Insurance
State Farm Life Insurance Co. v. Martinez
2/9/2007 – 05-0812
Justice Brister
Interpleader Filed Late Allows Recovery of Penalties for Late Period, but not after Interpleader is filed.
In this dispute over life insurance proceeds, involving competing claims to the proceeds, the insurer interplead the proceeds of the policy, but did so 12 days after the time required by the “prompt payment statute” (current version at Tex. Ins. Code 542.051-.061). Held: Once State Farm interpleaded the entire policy proceeds, it owed nothing more on the policy. Thus, the courts below erred in awarding penalty interest and attorney’s fees for more than those 12 days. When insurers receive notice of adverse bona fied claims, Texas law does not require them to act as judge and jury, or to pay one claim and risk liability on the other. Instead, if a reasonable doubt exists in law or fact as to whom the proceeds belong, an insurer should interplead them and let the courts decide. Every reasonable doubt should be resolved in favor of the stakeholder’s right to interplead. If an insurer promptly interpleads policy proceeds, it cannot be subjected to statutory penalties for delayed payment, even if it missed the statutory deadlines. But in 1991, the Legislature changed the prompt payment statute, raising the penalty interest to 18 percent and the deadline for payment (in most cases) to 60 days. The Legislature’s 1991 changes to the Insurance Code suggest the courts should not continue imposing a different deadline. But nothing in those changes suggests that statutory penalties should apply after interpleader occurs. Assessing penalty interest and attorney’s fees after an interpleader is filed would punish insurers for doing what Texas law encourages. Indeed, the more difficult and protracted the dispute between rival claimants (and thus the more justified the interpleader), the larger those penalties would grow.

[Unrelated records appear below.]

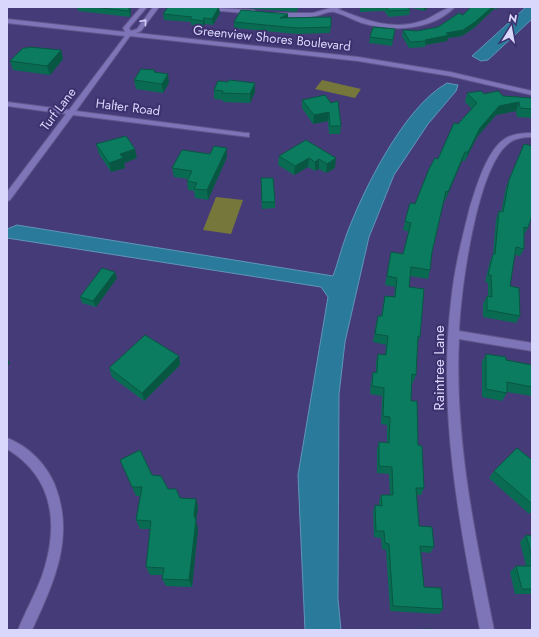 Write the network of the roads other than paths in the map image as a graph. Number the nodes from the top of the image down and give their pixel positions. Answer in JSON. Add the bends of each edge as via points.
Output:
{"nodes":[{"id":1,"x":144,"y":7,"type":"edge"},
{"id":2,"x":156,"y":7,"type":"edge"},
{"id":3,"x":200,"y":7,"type":"edge"},
{"id":4,"x":452,"y":7,"type":"edge"},
{"id":5,"x":337,"y":8,"type":"edge"},
{"id":6,"x":263,"y":14,"type":"edge"},
{"id":7,"x":270,"y":14,"type":"edge"},
{"id":8,"x":7,"y":21,"type":"edge"},
{"id":9,"x":129,"y":34,"type":"junction"},
{"id":10,"x":532,"y":93,"type":"edge"},
{"id":11,"x":7,"y":104,"type":"edge"},
{"id":12,"x":71,"y":112,"type":"junction"},
{"id":13,"x":246,"y":135,"type":"dead end"},
{"id":14,"x":532,"y":135,"type":"edge"},
{"id":15,"x":7,"y":198,"type":"edge"},
{"id":16,"x":453,"y":334,"type":"junction"},
{"id":17,"x":532,"y":348,"type":"edge"},
{"id":18,"x":7,"y":443,"type":"edge"},
{"id":19,"x":25,"y":630,"type":"edge"},
{"id":20,"x":487,"y":630,"type":"edge"}],
"edges":[{"from":1,"to":9,"type":"street","name":"Turf Lane","via":[[126,28]]},
{"from":9,"to":2,"type":"street","name":"Turf Lane","one_way":true,"via":[[139,30]]},
{"from":3,"to":6,"type":"street"},
{"from":4,"to":5,"type":"street","via":[[433,21],[397,27],[367,23]]},
{"from":5,"to":7,"type":"street","via":[[303,16]]},
{"from":8,"to":9,"type":"street","name":"Greenview Shores Boulevard"},
{"from":9,"to":10,"type":"street","name":"Greenview Shores Boulevard","via":[[395,64]]},
{"from":9,"to":12,"type":"street","name":"Turf Lane"},
{"from":11,"to":12,"type":"street","name":"Halter Road"},
{"from":12,"to":13,"type":"street","name":"Halter Road"},
{"from":12,"to":15,"type":"street","name":"Turf Lane"},
{"from":14,"to":16,"type":"street","name":"Raintree Lane","via":[[517,137],[503,144],[480,189],[463,249]]},
{"from":16,"to":17,"type":"street"},
{"from":16,"to":20,"type":"street","name":"Raintree Lane","via":[[454,421],[460,481]]},
{"from":18,"to":19,"type":"street","via":[[30,457],[42,470],[52,490],[58,514],[58,535],[51,570]]}]}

Interpleader Halts Prejudgment Interest.
The interpleader of funds, by depositing those funds with the registry of the court, halts prejudgment interest. Once funds are deposited into the registry, they are held in trust for the litigant who establishes his right thereto, and interest accrues to its ultimate owner. Allowing the prevailing beneficiary to recover interest on proceeds in the registry and interest from State Farm at the same time would constitute a double recovery. Accordingly, the trial court erred in assessing prejudgment interest against State Farm after the interpleader.